[Collected data entries]
───

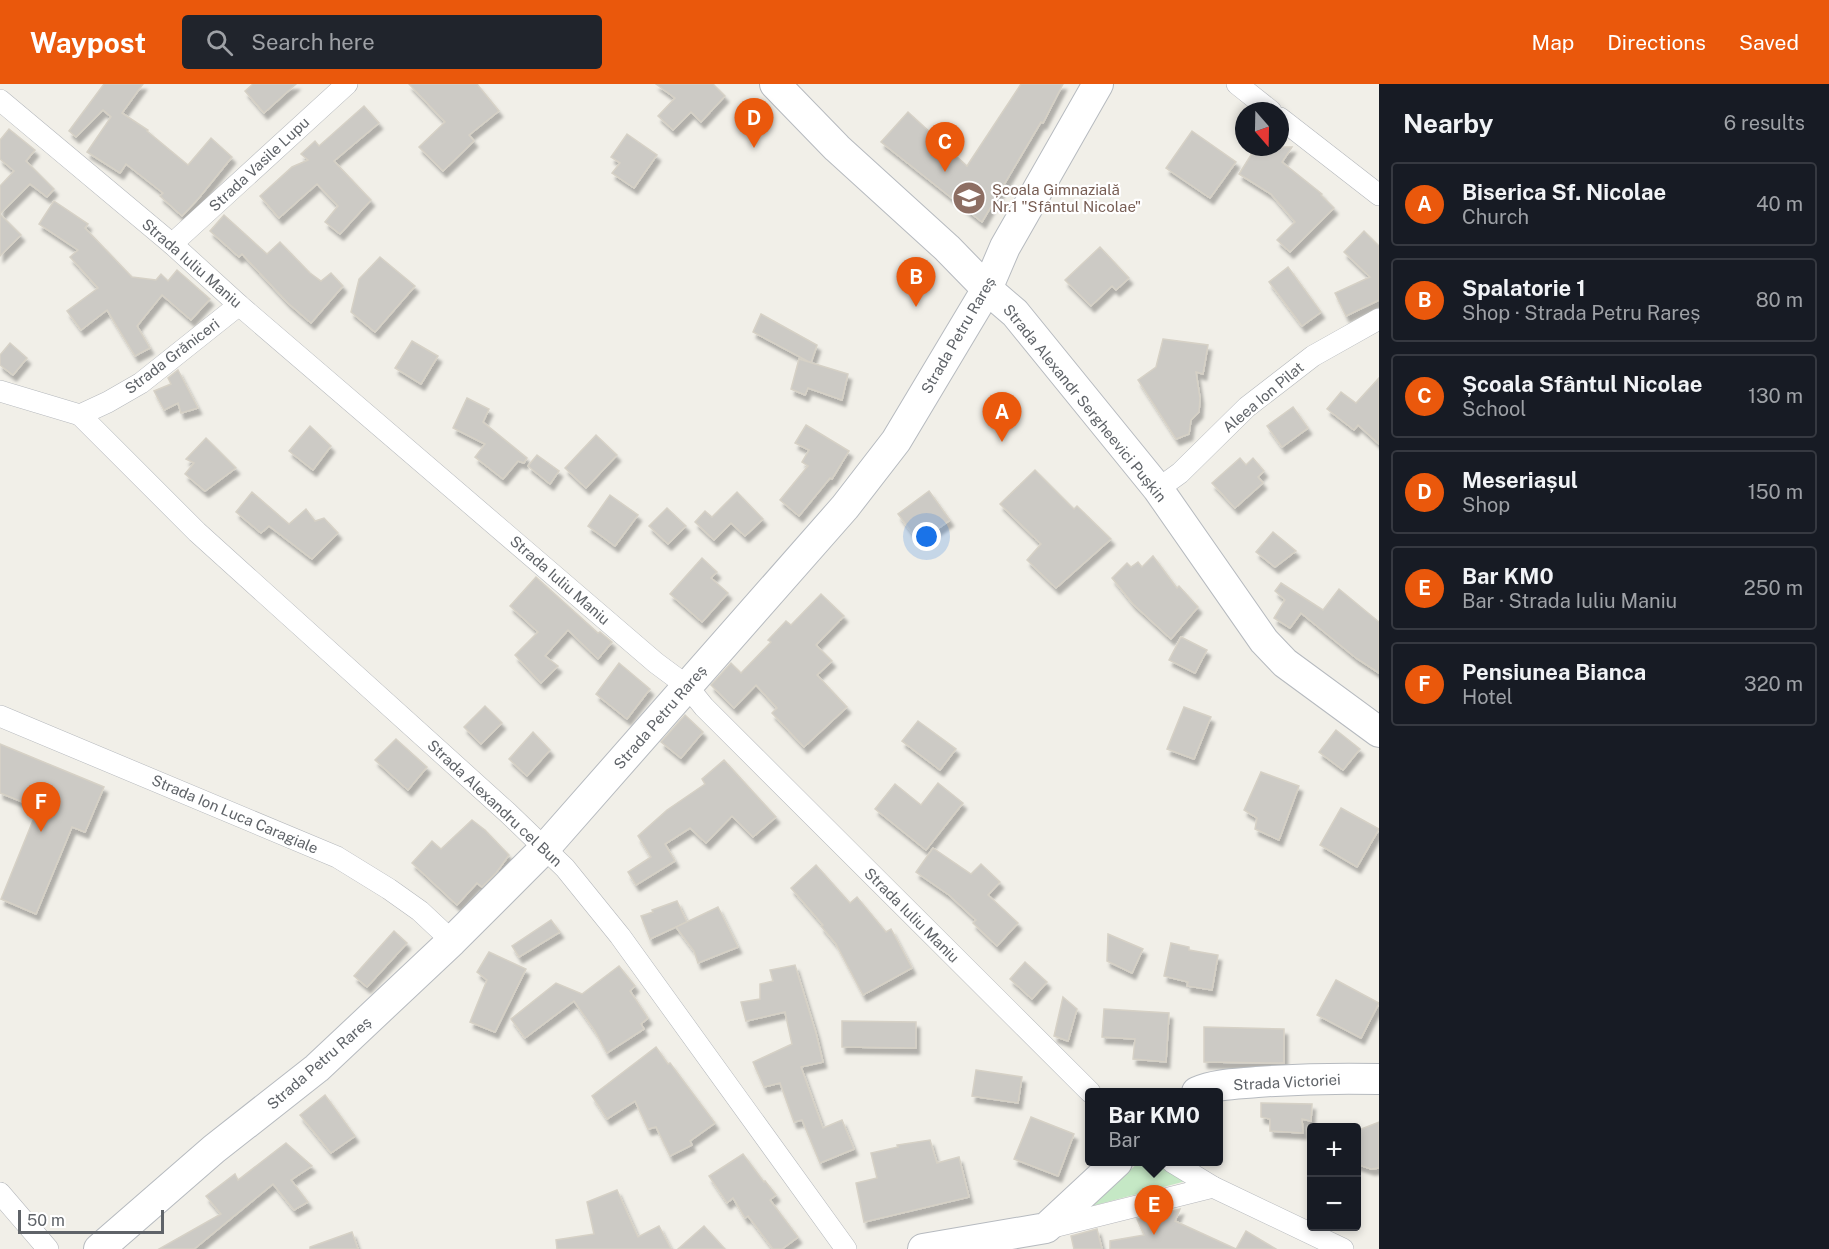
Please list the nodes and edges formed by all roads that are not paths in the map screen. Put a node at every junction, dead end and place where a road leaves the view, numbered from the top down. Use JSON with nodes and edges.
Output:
{"nodes":[{"id":1,"x":347,"y":84,"type":"edge"},
{"id":2,"x":775,"y":84,"type":"edge"},
{"id":3,"x":1098,"y":84,"type":"edge"},
{"id":4,"x":1237,"y":84,"type":"edge"},
{"id":5,"x":0,"y":100,"type":"edge"},
{"id":6,"x":1260,"y":102,"type":"edge"},
{"id":7,"x":1289,"y":125,"type":"edge"},
{"id":8,"x":1379,"y":195,"type":"edge"},
{"id":9,"x":172,"y":244,"type":"junction"},
{"id":10,"x":987,"y":289,"type":"junction"},
{"id":11,"x":240,"y":305,"type":"junction"},
{"id":12,"x":1379,"y":320,"type":"edge"},
{"id":13,"x":0,"y":391,"type":"edge"},
{"id":14,"x":80,"y":415,"type":"junction"},
{"id":15,"x":1158,"y":489,"type":"junction"},
{"id":16,"x":687,"y":686,"type":"junction"},
{"id":17,"x":0,"y":716,"type":"edge"},
{"id":18,"x":1379,"y":732,"type":"edge"},
{"id":19,"x":545,"y":848,"type":"junction"},
{"id":20,"x":453,"y":941,"type":"junction"},
{"id":21,"x":1379,"y":1079,"type":"edge"},
{"id":22,"x":1086,"y":1088,"type":"edge"},
{"id":23,"x":1207,"y":1088,"type":"edge"},
{"id":24,"x":1112,"y":1166,"type":"edge"},
{"id":25,"x":1180,"y":1166,"type":"edge"},
{"id":26,"x":1213,"y":1187,"type":"junction"},
{"id":27,"x":0,"y":1193,"type":"edge"},
{"id":28,"x":1046,"y":1228,"type":"junction"},
{"id":29,"x":48,"y":1249,"type":"edge"},
{"id":30,"x":99,"y":1249,"type":"edge"},
{"id":31,"x":846,"y":1249,"type":"edge"},
{"id":32,"x":923,"y":1249,"type":"edge"},
{"id":33,"x":1343,"y":1249,"type":"edge"}],
"edges":[{"from":1,"to":9,"type":"street","name":"Strada Vasile Lupu"},
{"from":2,"to":10,"type":"main road","name":"Strada Alexandr Sergheevici Pușkin"},
{"from":3,"to":10,"type":"main road","name":"Strada Petru Rareș"},
{"from":4,"to":6,"type":"street"},
{"from":5,"to":9,"type":"street","name":"Strada Iuliu Maniu"},
{"from":7,"to":8,"type":"street"},
{"from":9,"to":11,"type":"street","name":"Strada Iuliu Maniu"},
{"from":10,"to":15,"type":"main road","name":"Strada Alexandr Sergheevici Pușkin"},
{"from":10,"to":16,"type":"main road","name":"Strada Petru Rareș"},
{"from":11,"to":14,"type":"street","name":"Strada Grăniceri"},
{"from":11,"to":16,"type":"street","name":"Strada Iuliu Maniu"},
{"from":12,"to":15,"type":"street","name":"Aleea Ion Pilat"},
{"from":13,"to":14,"type":"street"},
{"from":14,"to":19,"type":"street","name":"Strada Alexandru cel Bun"},
{"from":15,"to":18,"type":"main road","name":"Strada Alexandr Sergheevici Pușkin"},
{"from":16,"to":19,"type":"main road","name":"Strada Petru Rareș"},
{"from":16,"to":22,"type":"street","name":"Strada Iuliu Maniu"},
{"from":17,"to":20,"type":"street","name":"Strada Ion Luca Caragiale"},
{"from":19,"to":20,"type":"main road","name":"Strada Petru Rareș"},
{"from":19,"to":31,"type":"street","name":"Strada Alexandru cel Bun"},
{"from":20,"to":30,"type":"main road","name":"Strada Petru Rareș"},
{"from":21,"to":23,"type":"main road","name":"Strada Victoriei"},
{"from":24,"to":28,"type":"main road"},
{"from":25,"to":26,"type":"street"},
{"from":26,"to":28,"type":"street"},
{"from":26,"to":33,"type":"street"},
{"from":27,"to":29,"type":"street"},
{"from":28,"to":32,"type":"main road"}]}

───

• **The task**
Write out the data above in full and exactly, but not the pictures.

• **Reply**
Please list the nodes and edges formed by all roads that are not paths in the map screen. Put a node at every junction, dead end and place where a road leaves the view, numbered from the top down. Use JSON with nodes and edges.
Output:
{"nodes":[{"id":1,"x":347,"y":84,"type":"edge"},
{"id":2,"x":775,"y":84,"type":"edge"},
{"id":3,"x":1098,"y":84,"type":"edge"},
{"id":4,"x":1237,"y":84,"type":"edge"},
{"id":5,"x":0,"y":100,"type":"edge"},
{"id":6,"x":1260,"y":102,"type":"edge"},
{"id":7,"x":1289,"y":125,"type":"edge"},
{"id":8,"x":1379,"y":195,"type":"edge"},
{"id":9,"x":172,"y":244,"type":"junction"},
{"id":10,"x":987,"y":289,"type":"junction"},
{"id":11,"x":240,"y":305,"type":"junction"},
{"id":12,"x":1379,"y":320,"type":"edge"},
{"id":13,"x":0,"y":391,"type":"edge"},
{"id":14,"x":80,"y":415,"type":"junction"},
{"id":15,"x":1158,"y":489,"type":"junction"},
{"id":16,"x":687,"y":686,"type":"junction"},
{"id":17,"x":0,"y":716,"type":"edge"},
{"id":18,"x":1379,"y":732,"type":"edge"},
{"id":19,"x":545,"y":848,"type":"junction"},
{"id":20,"x":453,"y":941,"type":"junction"},
{"id":21,"x":1379,"y":1079,"type":"edge"},
{"id":22,"x":1086,"y":1088,"type":"edge"},
{"id":23,"x":1207,"y":1088,"type":"edge"},
{"id":24,"x":1112,"y":1166,"type":"edge"},
{"id":25,"x":1180,"y":1166,"type":"edge"},
{"id":26,"x":1213,"y":1187,"type":"junction"},
{"id":27,"x":0,"y":1193,"type":"edge"},
{"id":28,"x":1046,"y":1228,"type":"junction"},
{"id":29,"x":48,"y":1249,"type":"edge"},
{"id":30,"x":99,"y":1249,"type":"edge"},
{"id":31,"x":846,"y":1249,"type":"edge"},
{"id":32,"x":923,"y":1249,"type":"edge"},
{"id":33,"x":1343,"y":1249,"type":"edge"}],
"edges":[{"from":1,"to":9,"type":"street","name":"Strada Vasile Lupu"},
{"from":2,"to":10,"type":"main road","name":"Strada Alexandr Sergheevici Pușkin"},
{"from":3,"to":10,"type":"main road","name":"Strada Petru Rareș"},
{"from":4,"to":6,"type":"street"},
{"from":5,"to":9,"type":"street","name":"Strada Iuliu Maniu"},
{"from":7,"to":8,"type":"street"},
{"from":9,"to":11,"type":"street","name":"Strada Iuliu Maniu"},
{"from":10,"to":15,"type":"main road","name":"Strada Alexandr Sergheevici Pușkin"},
{"from":10,"to":16,"type":"main road","name":"Strada Petru Rareș"},
{"from":11,"to":14,"type":"street","name":"Strada Grăniceri"},
{"from":11,"to":16,"type":"street","name":"Strada Iuliu Maniu"},
{"from":12,"to":15,"type":"street","name":"Aleea Ion Pilat"},
{"from":13,"to":14,"type":"street"},
{"from":14,"to":19,"type":"street","name":"Strada Alexandru cel Bun"},
{"from":15,"to":18,"type":"main road","name":"Strada Alexandr Sergheevici Pușkin"},
{"from":16,"to":19,"type":"main road","name":"Strada Petru Rareș"},
{"from":16,"to":22,"type":"street","name":"Strada Iuliu Maniu"},
{"from":17,"to":20,"type":"street","name":"Strada Ion Luca Caragiale"},
{"from":19,"to":20,"type":"main road","name":"Strada Petru Rareș"},
{"from":19,"to":31,"type":"street","name":"Strada Alexandru cel Bun"},
{"from":20,"to":30,"type":"main road","name":"Strada Petru Rareș"},
{"from":21,"to":23,"type":"main road","name":"Strada Victoriei"},
{"from":24,"to":28,"type":"main road"},
{"from":25,"to":26,"type":"street"},
{"from":26,"to":28,"type":"street"},
{"from":26,"to":33,"type":"street"},
{"from":27,"to":29,"type":"street"},
{"from":28,"to":32,"type":"main road"}]}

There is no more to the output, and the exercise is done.